- **TO DO**
What you return must match the records word for word, except that images are dropped.

── RECORDS SHOWN ──

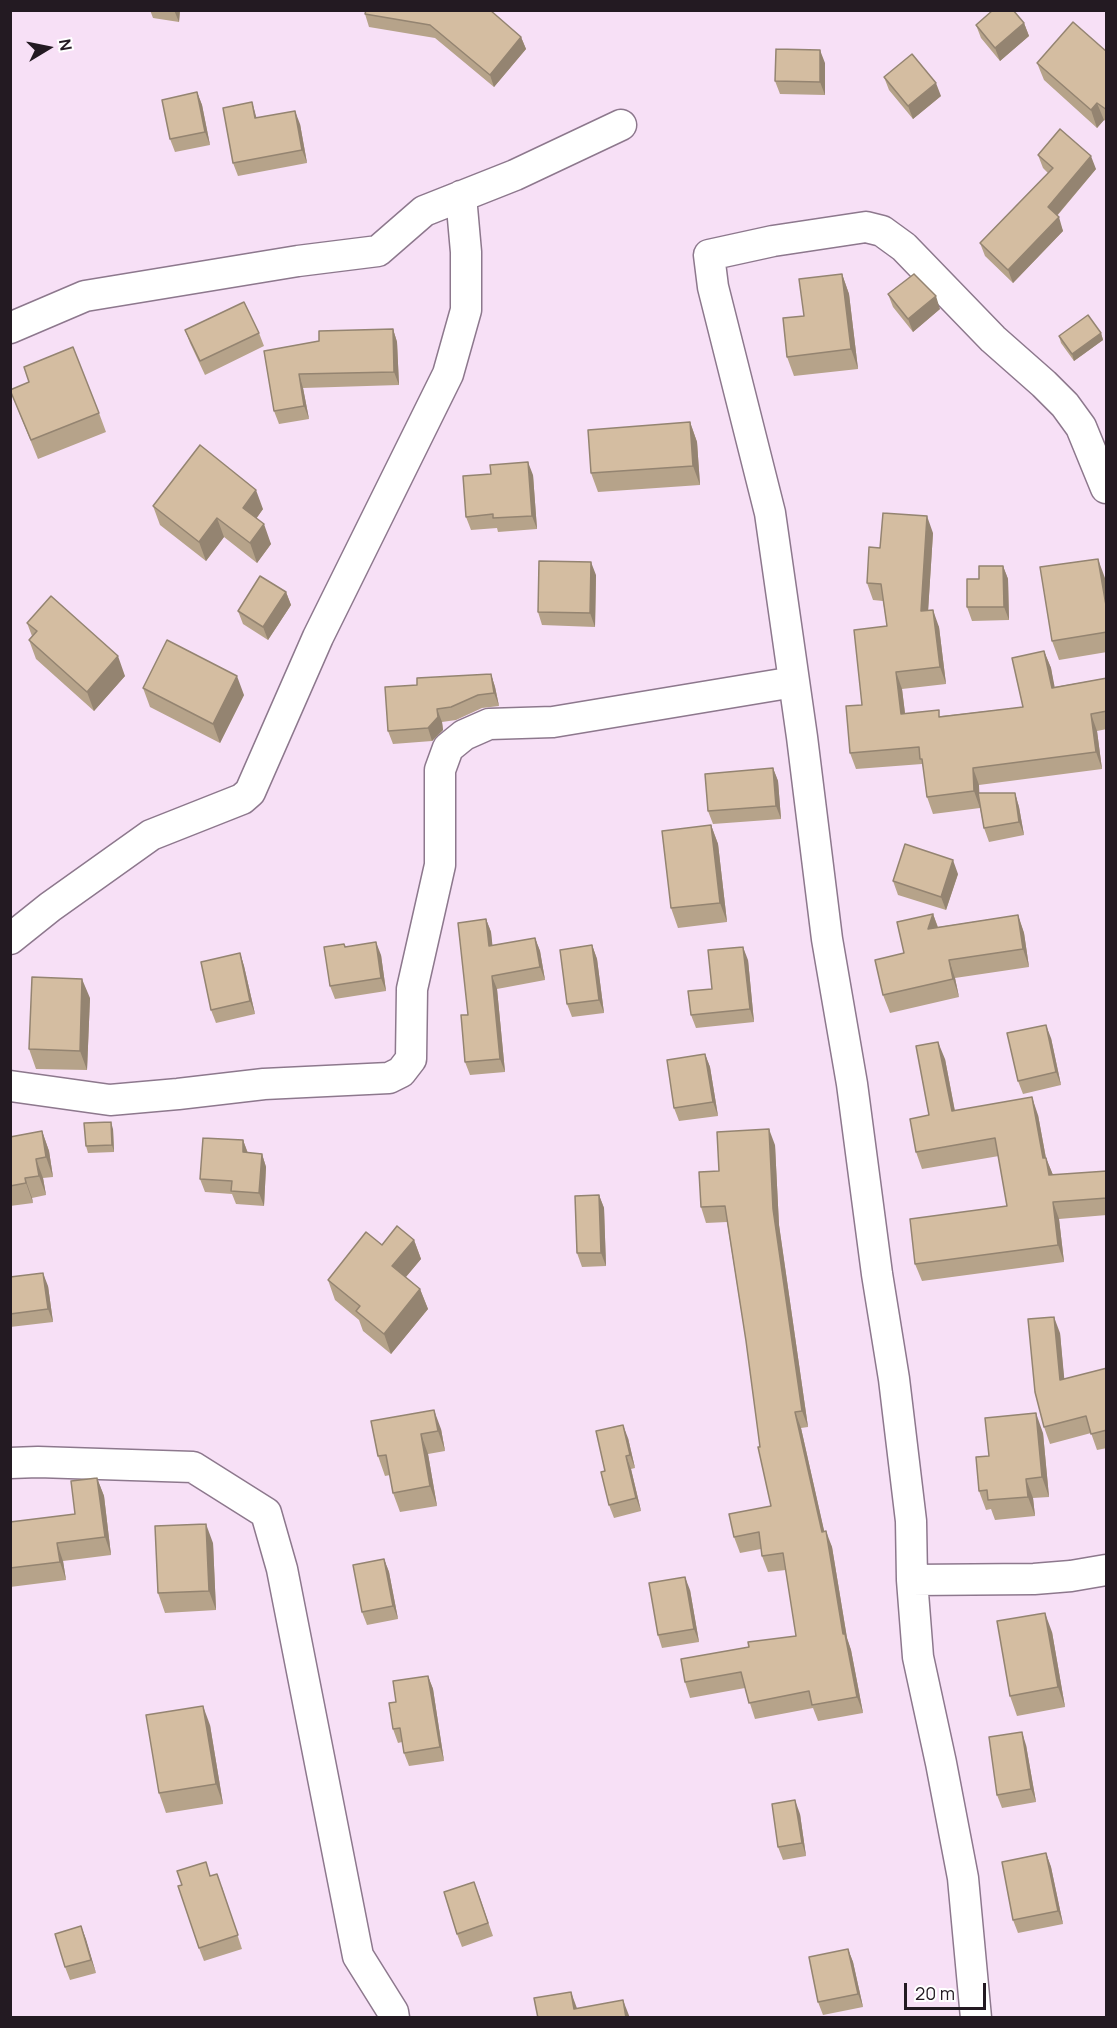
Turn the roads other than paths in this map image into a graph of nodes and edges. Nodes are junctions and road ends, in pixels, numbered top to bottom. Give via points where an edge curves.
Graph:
1 (621, 125) dead end
2 (461, 196) junction
3 (10, 328) edge
4 (1107, 488) edge
5 (794, 682) junction
6 (10, 939) edge
7 (10, 1086) edge
8 (10, 1463) edge
9 (1107, 1570) edge
10 (912, 1580) junction
11 (394, 2018) edge
12 (976, 2018) edge

1 - 2 street
2 - 3 street via 424,211 378,251 85,296
2 - 6 street via 466,310 448,374 318,637 250,792 242,799 151,835
4 - 5 street via 1082,428 1065,405 993,339 904,247 882,231 866,227 709,255 716,299 770,513
5 - 7 street via 553,722 489,724 464,735 448,748 440,770 440,865 412,989 411,1059 401,1072 389,1077 264,1084 110,1100
5 - 10 street via 827,939 894,1379 911,1521
8 - 11 street via 192,1467 266,1513 282,1569 358,1956
9 - 10 street via 1035,1579
10 - 12 street via 918,1657 963,1878

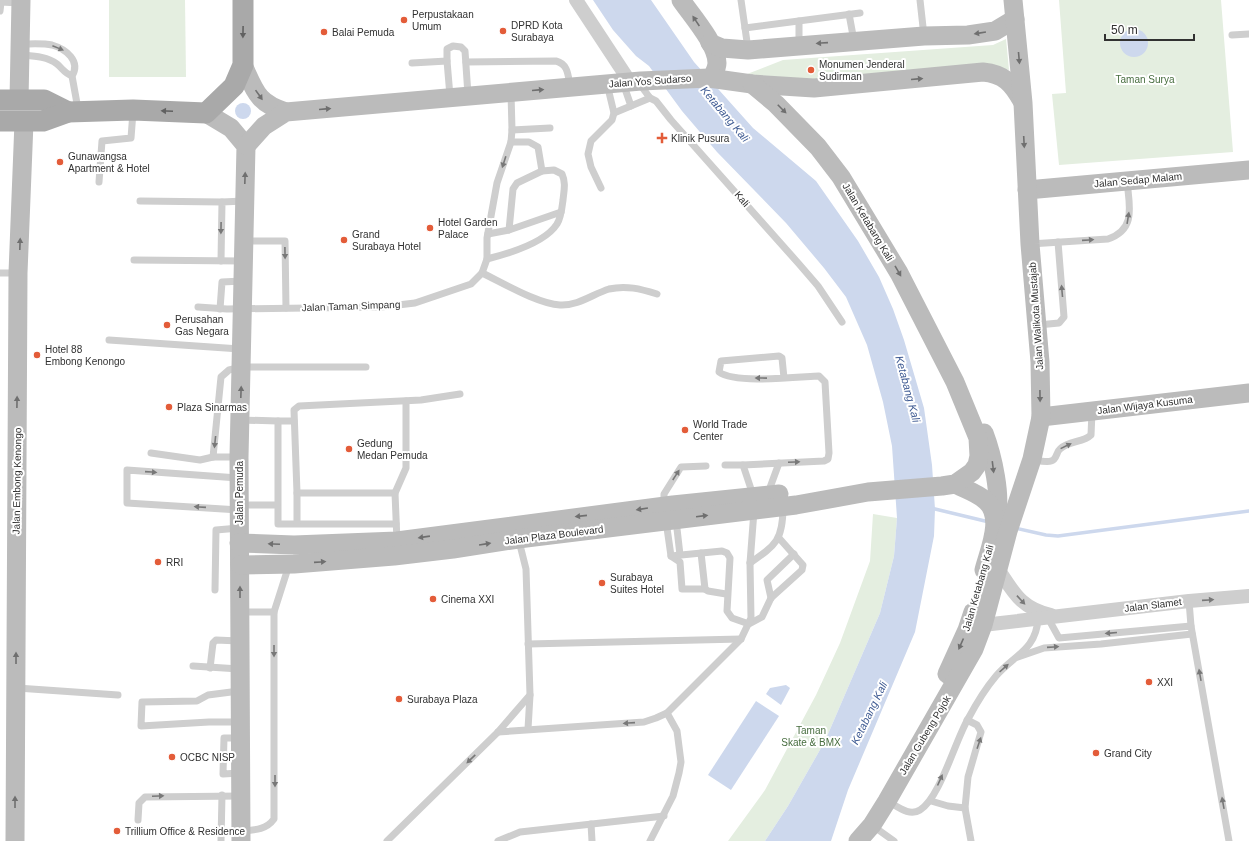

───

- **WRITTEN ANSWER**
Turn the roads other than paths in this map image into a graph of nodes and edges. Nodes are junctions and road ends, in pixels, numbered top to bottom. Give via points where an edge curves.
Graph:
1 (621, 125) dead end
2 (461, 196) junction
3 (10, 328) edge
4 (1107, 488) edge
5 (794, 682) junction
6 (10, 939) edge
7 (10, 1086) edge
8 (10, 1463) edge
9 (1107, 1570) edge
10 (912, 1580) junction
11 (394, 2018) edge
12 (976, 2018) edge

1 - 2 street
2 - 3 street via 424,211 378,251 85,296
2 - 6 street via 466,310 448,374 318,637 250,792 242,799 151,835
4 - 5 street via 1082,428 1065,405 993,339 904,247 882,231 866,227 709,255 716,299 770,513
5 - 7 street via 553,722 489,724 464,735 448,748 440,770 440,865 412,989 411,1059 401,1072 389,1077 264,1084 110,1100
5 - 10 street via 827,939 894,1379 911,1521
8 - 11 street via 192,1467 266,1513 282,1569 358,1956
9 - 10 street via 1035,1579
10 - 12 street via 918,1657 963,1878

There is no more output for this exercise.